• DATA SUPPLIED:
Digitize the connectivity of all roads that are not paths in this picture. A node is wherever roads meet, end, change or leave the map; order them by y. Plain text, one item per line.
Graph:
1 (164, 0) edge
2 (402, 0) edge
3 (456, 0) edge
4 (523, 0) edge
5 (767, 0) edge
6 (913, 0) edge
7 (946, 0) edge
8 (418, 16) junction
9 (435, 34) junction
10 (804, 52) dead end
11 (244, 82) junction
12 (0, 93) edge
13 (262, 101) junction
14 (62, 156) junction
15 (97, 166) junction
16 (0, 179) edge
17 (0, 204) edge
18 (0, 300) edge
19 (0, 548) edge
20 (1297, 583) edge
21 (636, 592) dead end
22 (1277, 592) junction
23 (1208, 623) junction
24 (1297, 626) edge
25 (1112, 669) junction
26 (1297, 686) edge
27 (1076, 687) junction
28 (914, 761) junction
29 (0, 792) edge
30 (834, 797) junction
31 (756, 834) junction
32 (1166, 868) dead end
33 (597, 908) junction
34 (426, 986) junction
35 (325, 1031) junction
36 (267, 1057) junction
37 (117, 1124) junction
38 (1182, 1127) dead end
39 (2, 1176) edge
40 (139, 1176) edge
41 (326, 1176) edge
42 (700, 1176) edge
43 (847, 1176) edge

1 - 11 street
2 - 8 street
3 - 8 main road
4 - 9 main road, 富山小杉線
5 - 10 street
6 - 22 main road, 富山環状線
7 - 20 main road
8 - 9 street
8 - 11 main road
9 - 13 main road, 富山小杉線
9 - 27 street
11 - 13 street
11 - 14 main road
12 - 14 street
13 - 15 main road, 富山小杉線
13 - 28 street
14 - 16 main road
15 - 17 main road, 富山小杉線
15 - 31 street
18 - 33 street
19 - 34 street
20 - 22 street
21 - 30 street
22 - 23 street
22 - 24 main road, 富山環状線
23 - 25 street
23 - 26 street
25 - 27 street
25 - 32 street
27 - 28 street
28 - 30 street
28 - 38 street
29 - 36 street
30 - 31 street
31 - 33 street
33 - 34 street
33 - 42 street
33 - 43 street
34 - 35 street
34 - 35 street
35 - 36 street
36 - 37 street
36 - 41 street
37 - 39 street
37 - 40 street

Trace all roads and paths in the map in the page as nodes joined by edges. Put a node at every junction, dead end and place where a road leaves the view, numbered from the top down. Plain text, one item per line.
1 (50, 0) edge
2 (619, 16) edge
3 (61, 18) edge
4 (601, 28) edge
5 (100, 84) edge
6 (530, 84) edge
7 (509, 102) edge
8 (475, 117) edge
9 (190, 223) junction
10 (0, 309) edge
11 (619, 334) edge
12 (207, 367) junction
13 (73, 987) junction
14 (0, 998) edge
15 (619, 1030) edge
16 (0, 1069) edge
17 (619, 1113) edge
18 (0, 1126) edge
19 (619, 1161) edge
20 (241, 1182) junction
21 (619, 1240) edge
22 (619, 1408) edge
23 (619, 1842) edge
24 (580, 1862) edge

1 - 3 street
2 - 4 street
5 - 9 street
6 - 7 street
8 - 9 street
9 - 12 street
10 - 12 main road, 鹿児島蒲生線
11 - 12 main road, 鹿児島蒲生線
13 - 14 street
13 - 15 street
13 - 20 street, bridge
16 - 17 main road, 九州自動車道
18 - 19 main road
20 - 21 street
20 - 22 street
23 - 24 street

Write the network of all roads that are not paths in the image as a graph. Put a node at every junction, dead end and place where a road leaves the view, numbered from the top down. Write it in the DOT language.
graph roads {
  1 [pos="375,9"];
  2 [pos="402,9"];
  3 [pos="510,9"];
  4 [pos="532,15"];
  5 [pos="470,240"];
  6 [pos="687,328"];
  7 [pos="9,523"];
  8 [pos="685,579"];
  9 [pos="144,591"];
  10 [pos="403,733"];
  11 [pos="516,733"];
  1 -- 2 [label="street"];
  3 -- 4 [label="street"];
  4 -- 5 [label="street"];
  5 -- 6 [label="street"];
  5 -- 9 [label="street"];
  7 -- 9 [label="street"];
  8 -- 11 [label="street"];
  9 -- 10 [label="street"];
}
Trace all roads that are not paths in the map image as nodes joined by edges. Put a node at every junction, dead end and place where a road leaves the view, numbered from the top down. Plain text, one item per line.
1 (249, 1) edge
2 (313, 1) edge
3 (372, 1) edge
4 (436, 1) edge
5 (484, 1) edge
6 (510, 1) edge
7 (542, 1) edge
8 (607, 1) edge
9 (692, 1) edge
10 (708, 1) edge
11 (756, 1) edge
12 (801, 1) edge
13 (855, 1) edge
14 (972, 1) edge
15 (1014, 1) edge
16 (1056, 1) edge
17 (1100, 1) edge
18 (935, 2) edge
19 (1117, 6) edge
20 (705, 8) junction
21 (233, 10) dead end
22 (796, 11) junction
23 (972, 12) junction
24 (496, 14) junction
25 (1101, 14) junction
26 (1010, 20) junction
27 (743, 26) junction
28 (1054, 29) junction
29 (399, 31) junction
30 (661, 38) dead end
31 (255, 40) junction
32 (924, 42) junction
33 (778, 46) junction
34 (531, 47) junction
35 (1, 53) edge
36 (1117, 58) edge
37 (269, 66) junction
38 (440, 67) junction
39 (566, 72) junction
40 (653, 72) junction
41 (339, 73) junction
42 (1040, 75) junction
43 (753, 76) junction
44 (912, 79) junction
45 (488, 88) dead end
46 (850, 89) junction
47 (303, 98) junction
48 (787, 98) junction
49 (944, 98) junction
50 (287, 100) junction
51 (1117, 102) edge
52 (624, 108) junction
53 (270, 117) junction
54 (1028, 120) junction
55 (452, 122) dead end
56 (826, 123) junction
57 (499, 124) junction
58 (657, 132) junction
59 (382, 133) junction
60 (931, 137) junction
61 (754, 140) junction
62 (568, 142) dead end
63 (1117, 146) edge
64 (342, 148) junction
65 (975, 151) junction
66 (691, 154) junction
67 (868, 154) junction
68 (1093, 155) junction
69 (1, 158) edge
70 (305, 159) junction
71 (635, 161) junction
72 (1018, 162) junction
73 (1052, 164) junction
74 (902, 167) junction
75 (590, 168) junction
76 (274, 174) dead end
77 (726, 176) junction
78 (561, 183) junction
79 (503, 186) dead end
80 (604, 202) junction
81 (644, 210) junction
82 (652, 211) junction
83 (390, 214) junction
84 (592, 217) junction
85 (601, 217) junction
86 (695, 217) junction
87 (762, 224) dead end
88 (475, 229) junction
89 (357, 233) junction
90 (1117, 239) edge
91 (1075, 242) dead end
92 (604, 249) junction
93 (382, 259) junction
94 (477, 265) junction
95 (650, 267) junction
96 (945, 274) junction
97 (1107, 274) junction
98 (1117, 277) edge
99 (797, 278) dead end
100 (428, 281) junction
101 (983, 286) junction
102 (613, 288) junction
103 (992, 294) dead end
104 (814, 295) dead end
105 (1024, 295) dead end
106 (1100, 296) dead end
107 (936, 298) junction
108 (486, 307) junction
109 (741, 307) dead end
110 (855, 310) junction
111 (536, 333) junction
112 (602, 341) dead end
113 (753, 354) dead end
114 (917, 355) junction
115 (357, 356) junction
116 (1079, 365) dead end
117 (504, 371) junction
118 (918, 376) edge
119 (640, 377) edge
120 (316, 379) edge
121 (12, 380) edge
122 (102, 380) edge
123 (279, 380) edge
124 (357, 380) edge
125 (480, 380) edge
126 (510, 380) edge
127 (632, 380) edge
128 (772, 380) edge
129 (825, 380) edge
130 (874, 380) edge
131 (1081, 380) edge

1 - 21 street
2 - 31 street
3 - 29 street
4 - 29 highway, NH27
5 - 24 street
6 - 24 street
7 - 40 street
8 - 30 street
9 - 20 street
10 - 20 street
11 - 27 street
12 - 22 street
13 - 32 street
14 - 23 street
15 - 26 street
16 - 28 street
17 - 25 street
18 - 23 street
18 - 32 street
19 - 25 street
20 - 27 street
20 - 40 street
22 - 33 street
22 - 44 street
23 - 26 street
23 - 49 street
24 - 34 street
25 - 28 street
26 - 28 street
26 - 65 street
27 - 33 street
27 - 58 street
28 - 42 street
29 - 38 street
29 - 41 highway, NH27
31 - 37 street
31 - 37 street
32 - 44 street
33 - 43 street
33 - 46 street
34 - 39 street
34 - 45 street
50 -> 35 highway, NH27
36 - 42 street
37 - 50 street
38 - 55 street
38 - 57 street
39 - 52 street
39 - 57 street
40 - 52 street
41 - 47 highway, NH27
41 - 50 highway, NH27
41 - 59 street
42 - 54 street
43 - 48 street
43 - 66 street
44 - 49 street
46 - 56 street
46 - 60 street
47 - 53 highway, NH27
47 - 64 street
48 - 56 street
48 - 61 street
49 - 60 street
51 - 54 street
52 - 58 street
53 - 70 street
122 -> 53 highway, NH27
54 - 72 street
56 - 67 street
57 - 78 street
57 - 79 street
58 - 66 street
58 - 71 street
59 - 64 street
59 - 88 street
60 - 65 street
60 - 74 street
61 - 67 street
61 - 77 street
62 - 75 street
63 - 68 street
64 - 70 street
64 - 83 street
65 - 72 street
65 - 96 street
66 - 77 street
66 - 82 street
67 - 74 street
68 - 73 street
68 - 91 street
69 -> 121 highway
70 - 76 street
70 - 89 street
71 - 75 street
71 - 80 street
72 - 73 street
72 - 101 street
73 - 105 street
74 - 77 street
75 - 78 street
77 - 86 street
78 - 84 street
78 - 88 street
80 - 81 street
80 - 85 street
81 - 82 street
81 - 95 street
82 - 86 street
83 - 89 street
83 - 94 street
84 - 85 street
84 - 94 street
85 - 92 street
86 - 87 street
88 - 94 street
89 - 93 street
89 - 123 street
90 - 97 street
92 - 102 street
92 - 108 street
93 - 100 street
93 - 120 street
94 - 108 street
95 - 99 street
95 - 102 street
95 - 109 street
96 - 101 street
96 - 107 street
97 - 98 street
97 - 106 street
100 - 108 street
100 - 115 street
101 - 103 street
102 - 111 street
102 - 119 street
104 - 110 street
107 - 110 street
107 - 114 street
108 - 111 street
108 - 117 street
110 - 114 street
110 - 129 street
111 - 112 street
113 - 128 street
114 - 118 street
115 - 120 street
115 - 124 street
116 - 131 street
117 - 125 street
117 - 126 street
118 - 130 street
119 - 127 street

• WHAT IS REQUIRED: In the material above, find each line containing the word "down" and copy it.

• SOLUTION:
Trace all roads and paths in the map in the page as nodes joined by edges. Put a node at every junction, dead end and place where a road leaves the view, numbered from the top down. Plain text, one item per line.
Write the network of all roads that are not paths in the image as a graph. Put a node at every junction, dead end and place where a road leaves the view, numbered from the top down. Write it in the DOT language.
Trace all roads that are not paths in the map image as nodes joined by edges. Put a node at every junction, dead end and place where a road leaves the view, numbered from the top down. Plain text, one item per line.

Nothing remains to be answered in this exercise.